=== Work request ===
All records below are to be set down precisely as written, excluding pictures.

=== Dataset records ===
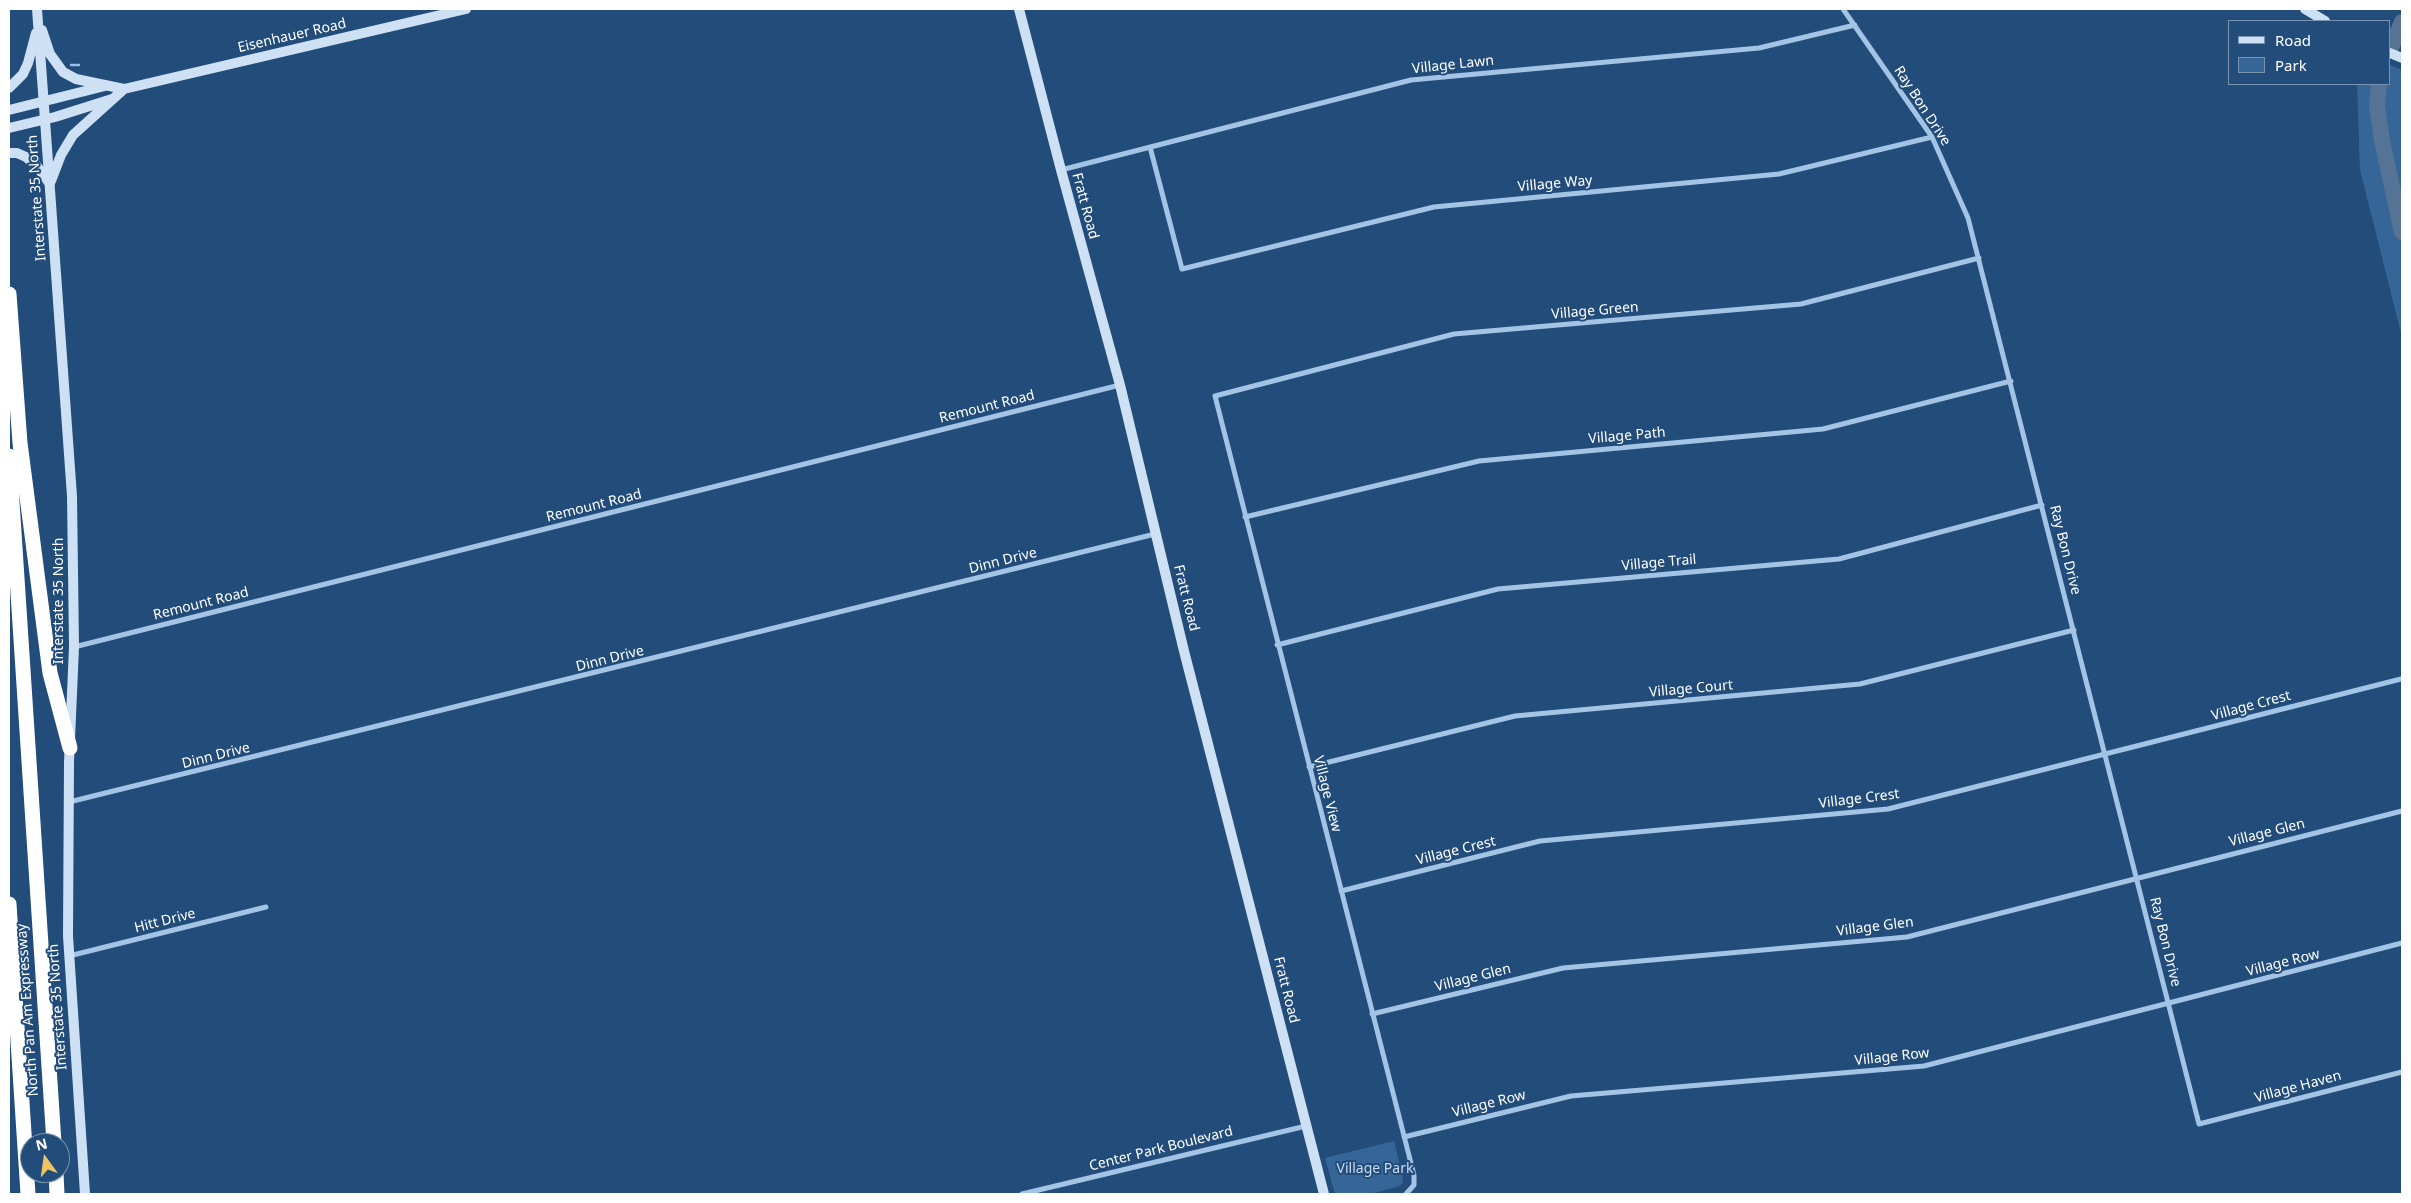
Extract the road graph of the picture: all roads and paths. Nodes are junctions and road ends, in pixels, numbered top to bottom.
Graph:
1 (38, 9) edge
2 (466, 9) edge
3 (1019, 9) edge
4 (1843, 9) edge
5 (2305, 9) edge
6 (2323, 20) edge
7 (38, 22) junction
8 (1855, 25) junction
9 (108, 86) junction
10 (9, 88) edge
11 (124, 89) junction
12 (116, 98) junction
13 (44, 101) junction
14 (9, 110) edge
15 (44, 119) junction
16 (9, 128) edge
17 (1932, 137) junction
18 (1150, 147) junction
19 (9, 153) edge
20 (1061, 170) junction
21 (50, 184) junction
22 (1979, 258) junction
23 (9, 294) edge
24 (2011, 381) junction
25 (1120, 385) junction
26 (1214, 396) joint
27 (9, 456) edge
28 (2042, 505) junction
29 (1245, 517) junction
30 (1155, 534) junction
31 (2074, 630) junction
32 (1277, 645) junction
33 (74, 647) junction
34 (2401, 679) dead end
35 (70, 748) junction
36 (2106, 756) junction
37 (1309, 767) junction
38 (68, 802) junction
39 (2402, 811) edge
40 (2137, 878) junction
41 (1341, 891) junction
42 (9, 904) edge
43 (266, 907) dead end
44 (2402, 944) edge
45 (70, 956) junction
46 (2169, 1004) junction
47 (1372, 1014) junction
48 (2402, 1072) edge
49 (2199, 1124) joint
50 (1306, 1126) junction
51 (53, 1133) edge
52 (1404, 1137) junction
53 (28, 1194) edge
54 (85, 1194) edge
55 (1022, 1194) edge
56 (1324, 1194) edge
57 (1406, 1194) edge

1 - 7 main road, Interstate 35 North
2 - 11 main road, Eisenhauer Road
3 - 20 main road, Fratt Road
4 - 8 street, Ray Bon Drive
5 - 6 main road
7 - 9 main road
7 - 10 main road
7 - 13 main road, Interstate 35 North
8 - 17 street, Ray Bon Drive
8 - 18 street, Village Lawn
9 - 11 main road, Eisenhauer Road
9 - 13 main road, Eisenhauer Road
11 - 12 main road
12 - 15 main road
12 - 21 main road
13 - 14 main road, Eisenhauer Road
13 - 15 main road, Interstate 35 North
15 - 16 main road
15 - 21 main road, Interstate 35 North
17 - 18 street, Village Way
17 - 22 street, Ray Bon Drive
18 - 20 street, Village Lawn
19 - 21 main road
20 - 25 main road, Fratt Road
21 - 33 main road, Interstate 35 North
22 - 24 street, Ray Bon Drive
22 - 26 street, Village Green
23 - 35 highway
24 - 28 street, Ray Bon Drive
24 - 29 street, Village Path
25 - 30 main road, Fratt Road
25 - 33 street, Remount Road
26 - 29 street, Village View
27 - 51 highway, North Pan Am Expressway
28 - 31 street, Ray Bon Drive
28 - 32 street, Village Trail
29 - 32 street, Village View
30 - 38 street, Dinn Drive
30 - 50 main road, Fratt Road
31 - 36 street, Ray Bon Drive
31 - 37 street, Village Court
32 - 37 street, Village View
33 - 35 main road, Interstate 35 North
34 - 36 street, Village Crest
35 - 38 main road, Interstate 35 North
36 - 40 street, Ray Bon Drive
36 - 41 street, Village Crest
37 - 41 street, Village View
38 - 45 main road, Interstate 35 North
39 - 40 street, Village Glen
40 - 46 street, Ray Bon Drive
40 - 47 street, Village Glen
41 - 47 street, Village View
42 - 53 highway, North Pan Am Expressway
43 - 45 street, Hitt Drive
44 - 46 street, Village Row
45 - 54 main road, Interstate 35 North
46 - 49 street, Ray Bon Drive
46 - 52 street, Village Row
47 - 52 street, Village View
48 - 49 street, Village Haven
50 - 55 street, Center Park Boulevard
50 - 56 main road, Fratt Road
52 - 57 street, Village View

=== Response for this exercise ===
Extract the road graph of the picture: all roads and paths. Nodes are junctions and road ends, in pixels, numbered top to bottom.
Graph:
1 (38, 9) edge
2 (466, 9) edge
3 (1019, 9) edge
4 (1843, 9) edge
5 (2305, 9) edge
6 (2323, 20) edge
7 (38, 22) junction
8 (1855, 25) junction
9 (108, 86) junction
10 (9, 88) edge
11 (124, 89) junction
12 (116, 98) junction
13 (44, 101) junction
14 (9, 110) edge
15 (44, 119) junction
16 (9, 128) edge
17 (1932, 137) junction
18 (1150, 147) junction
19 (9, 153) edge
20 (1061, 170) junction
21 (50, 184) junction
22 (1979, 258) junction
23 (9, 294) edge
24 (2011, 381) junction
25 (1120, 385) junction
26 (1214, 396) joint
27 (9, 456) edge
28 (2042, 505) junction
29 (1245, 517) junction
30 (1155, 534) junction
31 (2074, 630) junction
32 (1277, 645) junction
33 (74, 647) junction
34 (2401, 679) dead end
35 (70, 748) junction
36 (2106, 756) junction
37 (1309, 767) junction
38 (68, 802) junction
39 (2402, 811) edge
40 (2137, 878) junction
41 (1341, 891) junction
42 (9, 904) edge
43 (266, 907) dead end
44 (2402, 944) edge
45 (70, 956) junction
46 (2169, 1004) junction
47 (1372, 1014) junction
48 (2402, 1072) edge
49 (2199, 1124) joint
50 (1306, 1126) junction
51 (53, 1133) edge
52 (1404, 1137) junction
53 (28, 1194) edge
54 (85, 1194) edge
55 (1022, 1194) edge
56 (1324, 1194) edge
57 (1406, 1194) edge

1 - 7 main road, Interstate 35 North
2 - 11 main road, Eisenhauer Road
3 - 20 main road, Fratt Road
4 - 8 street, Ray Bon Drive
5 - 6 main road
7 - 9 main road
7 - 10 main road
7 - 13 main road, Interstate 35 North
8 - 17 street, Ray Bon Drive
8 - 18 street, Village Lawn
9 - 11 main road, Eisenhauer Road
9 - 13 main road, Eisenhauer Road
11 - 12 main road
12 - 15 main road
12 - 21 main road
13 - 14 main road, Eisenhauer Road
13 - 15 main road, Interstate 35 North
15 - 16 main road
15 - 21 main road, Interstate 35 North
17 - 18 street, Village Way
17 - 22 street, Ray Bon Drive
18 - 20 street, Village Lawn
19 - 21 main road
20 - 25 main road, Fratt Road
21 - 33 main road, Interstate 35 North
22 - 24 street, Ray Bon Drive
22 - 26 street, Village Green
23 - 35 highway
24 - 28 street, Ray Bon Drive
24 - 29 street, Village Path
25 - 30 main road, Fratt Road
25 - 33 street, Remount Road
26 - 29 street, Village View
27 - 51 highway, North Pan Am Expressway
28 - 31 street, Ray Bon Drive
28 - 32 street, Village Trail
29 - 32 street, Village View
30 - 38 street, Dinn Drive
30 - 50 main road, Fratt Road
31 - 36 street, Ray Bon Drive
31 - 37 street, Village Court
32 - 37 street, Village View
33 - 35 main road, Interstate 35 North
34 - 36 street, Village Crest
35 - 38 main road, Interstate 35 North
36 - 40 street, Ray Bon Drive
36 - 41 street, Village Crest
37 - 41 street, Village View
38 - 45 main road, Interstate 35 North
39 - 40 street, Village Glen
40 - 46 street, Ray Bon Drive
40 - 47 street, Village Glen
41 - 47 street, Village View
42 - 53 highway, North Pan Am Expressway
43 - 45 street, Hitt Drive
44 - 46 street, Village Row
45 - 54 main road, Interstate 35 North
46 - 49 street, Ray Bon Drive
46 - 52 street, Village Row
47 - 52 street, Village View
48 - 49 street, Village Haven
50 - 55 street, Center Park Boulevard
50 - 56 main road, Fratt Road
52 - 57 street, Village View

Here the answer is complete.